Prochondrogenic effect of decellularized extracellular matrix secreted from human induced pluripotent stem cell-derived chondrocytes.

Cartilage is mainly composed of chondrocytes and the extracellular matrix (ECM), which transmits important biochemical and biomechanical signals necessary for differentiation and homeostasis. Human articular cartilage has a low ability for regeneration because it lacks blood vessels, nerves, and lymphatic vessels. Currently, cell therapeutics, including stem cells, provide a promising strategy for cartilage regeneration and treatment; however, there are various hurdles to overcome, such as immune rejection and teratoma formation. In this study, we assessed the applicability of stem cell-derived chondrocyte ECM for cartilage regeneration.

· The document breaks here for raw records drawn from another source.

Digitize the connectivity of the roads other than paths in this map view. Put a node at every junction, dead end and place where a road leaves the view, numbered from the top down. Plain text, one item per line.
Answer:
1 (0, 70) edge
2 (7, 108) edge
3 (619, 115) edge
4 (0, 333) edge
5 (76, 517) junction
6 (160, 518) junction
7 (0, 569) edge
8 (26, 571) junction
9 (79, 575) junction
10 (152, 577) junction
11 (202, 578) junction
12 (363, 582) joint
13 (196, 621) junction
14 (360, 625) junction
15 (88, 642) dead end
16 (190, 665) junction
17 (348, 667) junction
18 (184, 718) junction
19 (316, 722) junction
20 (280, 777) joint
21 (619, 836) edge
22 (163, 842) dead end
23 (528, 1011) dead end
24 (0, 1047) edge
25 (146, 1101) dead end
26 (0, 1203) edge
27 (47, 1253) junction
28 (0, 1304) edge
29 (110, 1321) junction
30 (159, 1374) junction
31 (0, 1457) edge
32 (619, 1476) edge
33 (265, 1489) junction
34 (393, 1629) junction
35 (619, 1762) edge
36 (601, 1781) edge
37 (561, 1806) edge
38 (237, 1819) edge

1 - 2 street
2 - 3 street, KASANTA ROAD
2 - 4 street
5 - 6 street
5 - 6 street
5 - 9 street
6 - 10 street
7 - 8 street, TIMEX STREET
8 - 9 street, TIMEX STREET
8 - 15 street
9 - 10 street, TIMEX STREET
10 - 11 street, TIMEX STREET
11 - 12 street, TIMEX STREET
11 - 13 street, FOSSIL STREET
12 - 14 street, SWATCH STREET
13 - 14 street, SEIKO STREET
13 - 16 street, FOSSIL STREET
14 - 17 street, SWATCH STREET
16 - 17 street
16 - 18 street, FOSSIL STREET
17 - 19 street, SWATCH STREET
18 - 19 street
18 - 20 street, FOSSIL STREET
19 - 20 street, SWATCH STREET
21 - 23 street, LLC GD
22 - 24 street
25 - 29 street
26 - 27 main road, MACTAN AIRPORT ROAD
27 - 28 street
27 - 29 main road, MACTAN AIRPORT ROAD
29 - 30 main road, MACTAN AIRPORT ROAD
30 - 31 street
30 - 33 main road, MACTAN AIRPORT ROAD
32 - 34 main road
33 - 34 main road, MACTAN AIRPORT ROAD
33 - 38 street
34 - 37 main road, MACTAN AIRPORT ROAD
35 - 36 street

Human induced pluripotent stem cell (hiPSC)-derived chondrocytes (iChondrocytes) were differentiated, and decellularized ECM (dECM) was successfully isolated from cultured chondrocytes. Isolated dECM enhanced the in vitro chondrogenesis of iPSCs when recellularized. Implanted dECM also restored osteochondral defects in a rat osteoarthritis model. A possible association with the glycogen synthase kinase-3 beta (GSK3β) pathway demonstrated the fate-determining importance of dECM in regulating cell differentiation. Collectively, we suggest the prochondrogenic effect of hiPSC-derived cartilage-like dECM and offer a promising approach of a noncellular therapeutic for articular cartilage reconstruction without cell transplantation. STATEMENT OF SIGNIFICANCE: Human articular cartilage has low ability for regeneration and cell culture-based therapeutics could aid cartilage regeneration. Yet, the applicability of human induced pluripotent stem cell-derived chondrocyte (iChondrocyte) extracellular matrix (ECM) has not been elucidated. Therefore, we first differentiated iChondrocytes and isolated the secreted ECM by decellularization. Recellularization was performed to confirm the pro-chondrogenic effect of the decellularized ECM (dECM). In addition, we confirmed the possibility of cartilage repair by transplanting the dECM into the cartilage defect in osteochondral defect rat knee joint. We believe that our proof-of-concept study will serve as a basis for investigating the potential of dECM obtained from iPSC-derived differentiated cells as a non-cellular resource for tissue regeneration and other future applications.